One of the stated main goals of Big Cat Rescue is to end ownership and trade of exotic felines in the private sector entirely. Big Cat Rescue claims that permit systems are not effective at ensuring animal welfare and campaigns for a total ban of private ownership of big cats regardless of keeping conditions. The center is part of the International Tiger Coalition, which is dedicated to stopping the trade of tiger parts.

In 2005, Big Cat Rescue published an action plan to end all captive keeping of all exotic cats, including animals in AZA-accredited zoos bred for conservation. According to the plan, Big Cat Rescue wanted interstate transport of big cats for any reason (including conservation breeding programs) to end by 2012, display of large exotic cats in zoos to end by 2013 and keeping of any exotic cats (including smaller species) in zoos to be discontinued by 2015.

In 2015, Big Cat Rescue began campaigning for the passage of a bill in the United States Congress called The Big Cat Public Safety Act (H.R. 3546) that would ban all future keeping of all large cat species in the United States, with zoos certified by the Association of Zoos and Aquariums, as well as certain sanctuaries, universities, wildlife rehabilitators, and traveling circuses being exempt.

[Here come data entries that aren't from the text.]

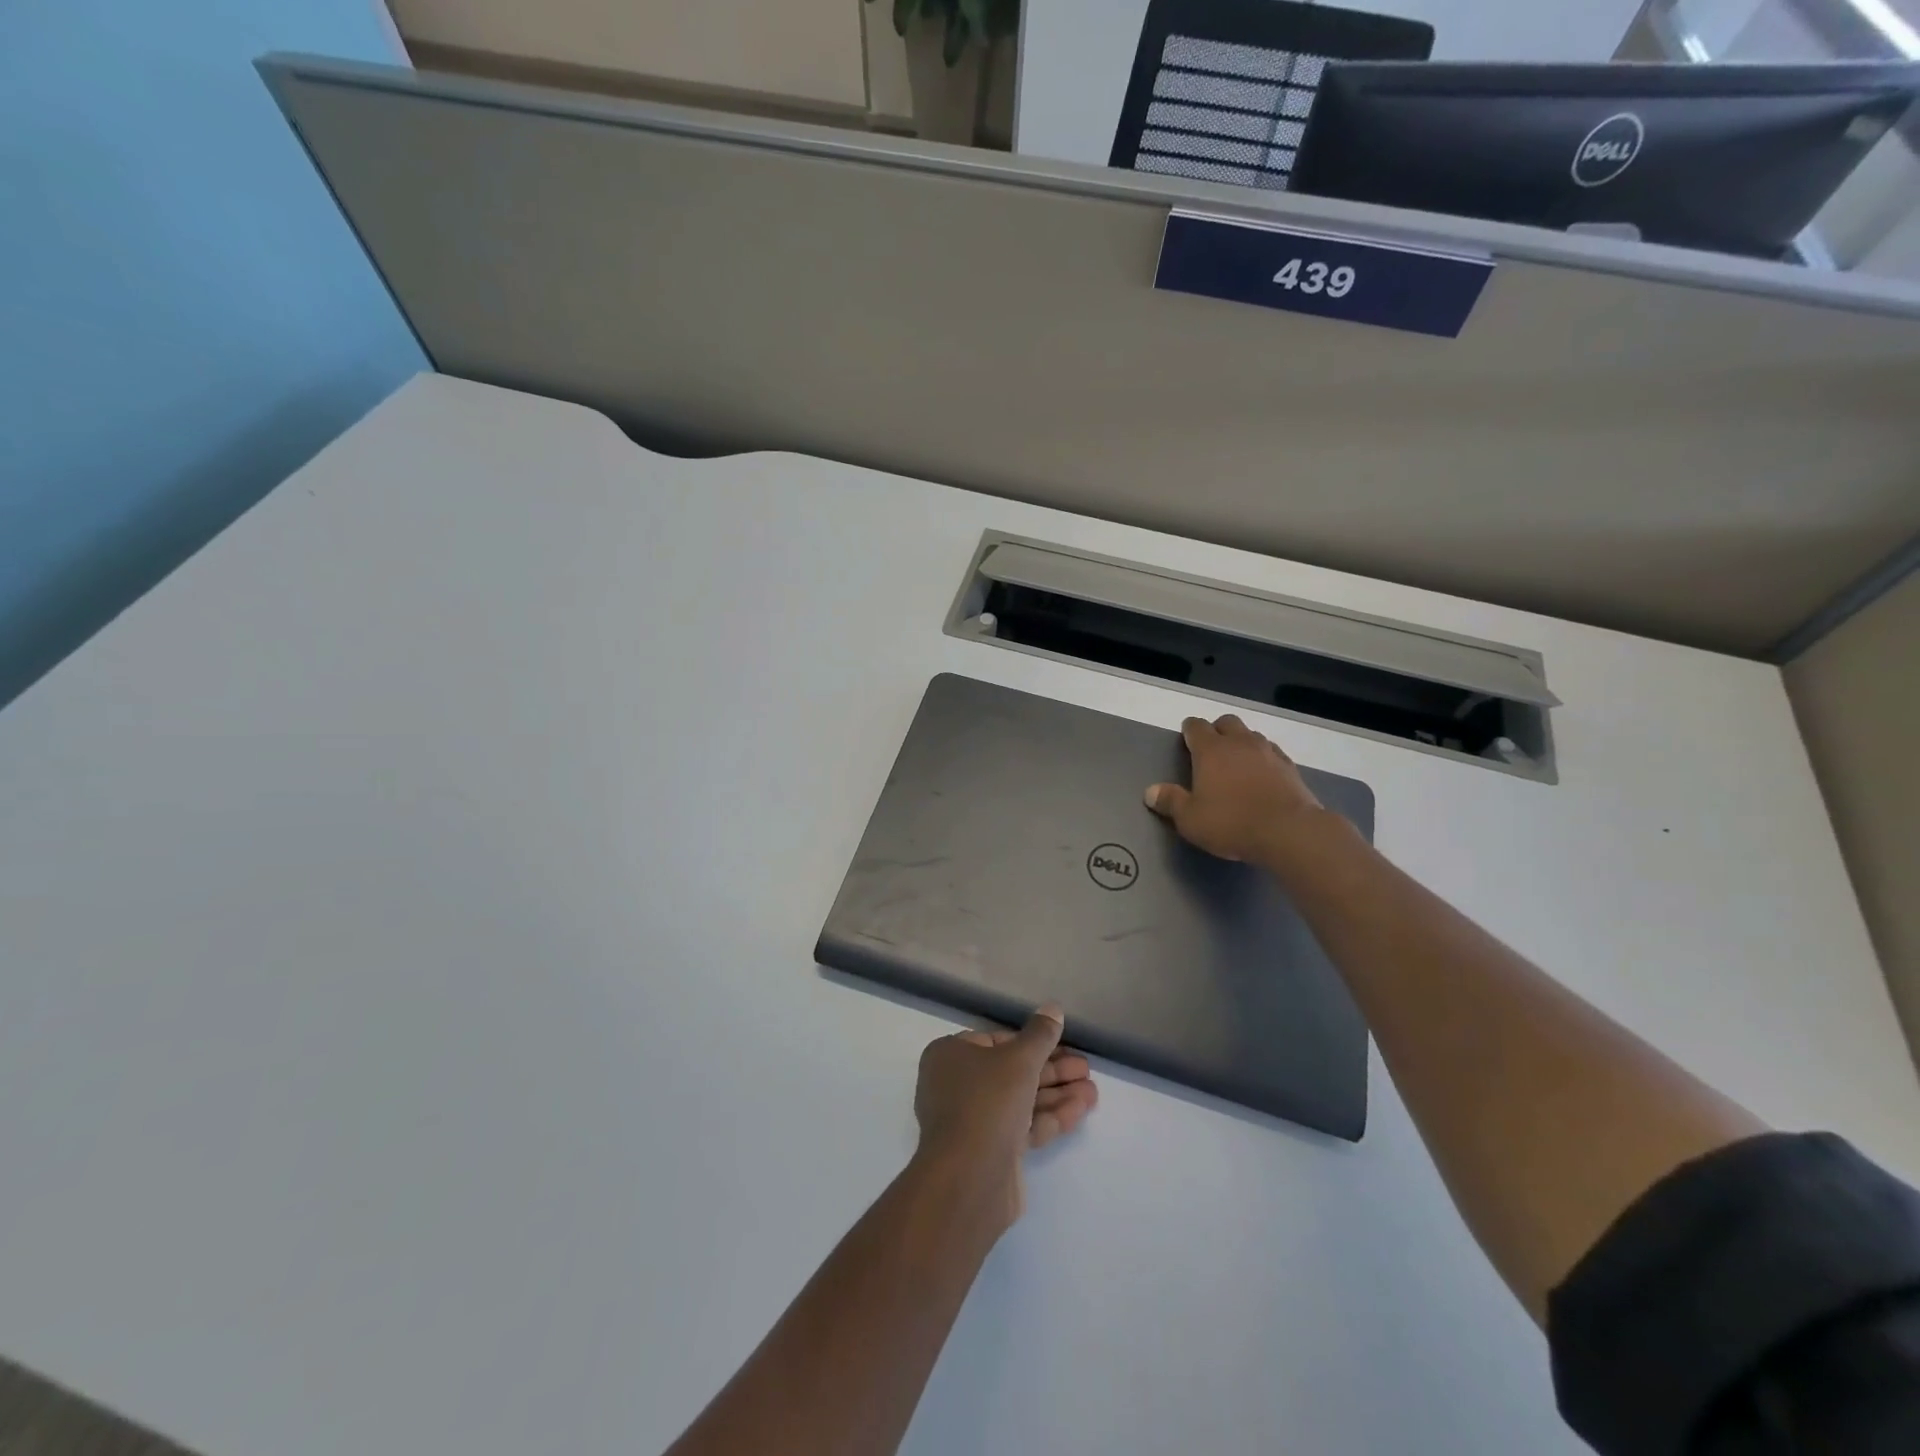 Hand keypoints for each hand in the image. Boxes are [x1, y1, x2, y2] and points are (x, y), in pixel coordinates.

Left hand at [913, 1006, 1096, 1229]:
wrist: (968, 1178)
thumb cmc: (987, 1101)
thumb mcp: (1019, 1059)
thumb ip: (1040, 1035)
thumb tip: (1052, 1008)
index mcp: (950, 1056)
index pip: (995, 1041)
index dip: (1030, 1042)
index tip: (1061, 1044)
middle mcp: (956, 1085)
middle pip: (1011, 1071)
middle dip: (1051, 1070)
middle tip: (1085, 1067)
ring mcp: (973, 1121)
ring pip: (1020, 1100)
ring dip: (1057, 1093)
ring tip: (1093, 1089)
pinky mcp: (991, 1151)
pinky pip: (1023, 1126)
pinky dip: (1050, 1116)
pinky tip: (1082, 1108)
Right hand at [1145, 714, 1328, 866]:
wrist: (1288, 832)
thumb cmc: (1231, 822)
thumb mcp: (1190, 819)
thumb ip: (1170, 802)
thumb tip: (1150, 792)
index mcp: (1211, 750)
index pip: (1196, 727)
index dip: (1188, 730)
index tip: (1185, 738)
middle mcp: (1240, 743)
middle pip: (1227, 722)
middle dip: (1217, 730)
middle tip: (1210, 750)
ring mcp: (1269, 752)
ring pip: (1252, 735)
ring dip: (1242, 743)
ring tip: (1236, 763)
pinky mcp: (1291, 768)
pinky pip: (1272, 753)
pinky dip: (1263, 758)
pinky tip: (1261, 776) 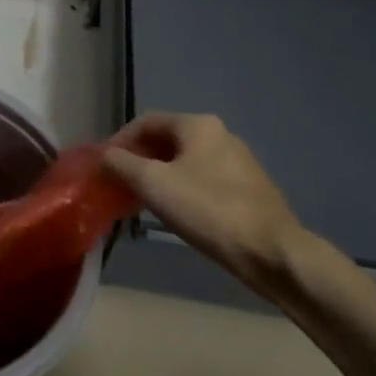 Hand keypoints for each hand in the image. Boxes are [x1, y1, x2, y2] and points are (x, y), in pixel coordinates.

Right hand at [104, 112, 307, 295]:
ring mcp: (239, 162)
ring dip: (160, 176)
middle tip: (120, 184)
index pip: (146, 121)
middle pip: (167, 140)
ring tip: (142, 201)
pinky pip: (204, 180)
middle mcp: (220, 135)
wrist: (272, 253)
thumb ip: (121, 164)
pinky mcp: (249, 189)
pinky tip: (176, 213)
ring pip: (186, 162)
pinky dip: (182, 189)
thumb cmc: (207, 209)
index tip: (103, 165)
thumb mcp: (152, 184)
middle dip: (139, 159)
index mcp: (198, 125)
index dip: (120, 140)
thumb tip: (103, 155) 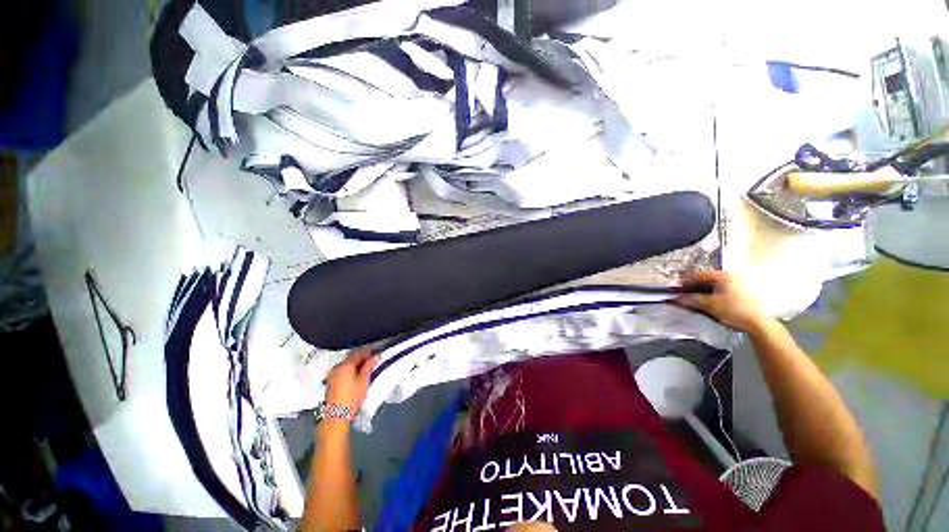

In 2019 the Big Cat Public Safety Act was revised to end cub handling, the primary cause of abuse and phase out private ownership of big cats, while allowing possession by USDA licensees. As of January 2020, HR1380 had 227 co-sponsors in the House and the companion bill, S2561 has 17 co-sponsors in the Senate. The House approved the bill in December 2020 but it did not proceed to a floor vote in the Senate; however, in April 2021, sponsoring senator Richard Blumenthal indicated that additional Republican support for the legislation had been secured and that the bill would be reintroduced. The bill passed both houses and was signed by President Biden on December 20, 2022.

===Rescue of Skip===
In January 2011, the center received attention for its rescue of "Skip", a bobcat, who had likely been hit by a car on Florida State Road 46 and had a crushed pelvis. Fans of Skip who watched his recovery on Ustream organized on Facebook, calling themselves "Skipaholics". These fans contributed money for cameras, cat beds, and other equipment, but Skip died in September 2012.

== Animals ==

===Mammals===
- Bengal tiger
- Bobcat
- Canada lynx
- Caracal
- Jaguar
- Serval
- African Lion
- African Leopard
- Snow leopard
- Florida panther
- Cougar
- Puma
- Mountain lion

==In popular culture==
The 2020 Netflix original documentary series Tiger King: Murder, Mayhem and Madness is centered around big cat breeder Joe Exotic, who was convicted for a murder-for-hire targeting Carole Baskin and killing five tigers. Big Cat Rescue and Baskin appear in every episode save the aftershow.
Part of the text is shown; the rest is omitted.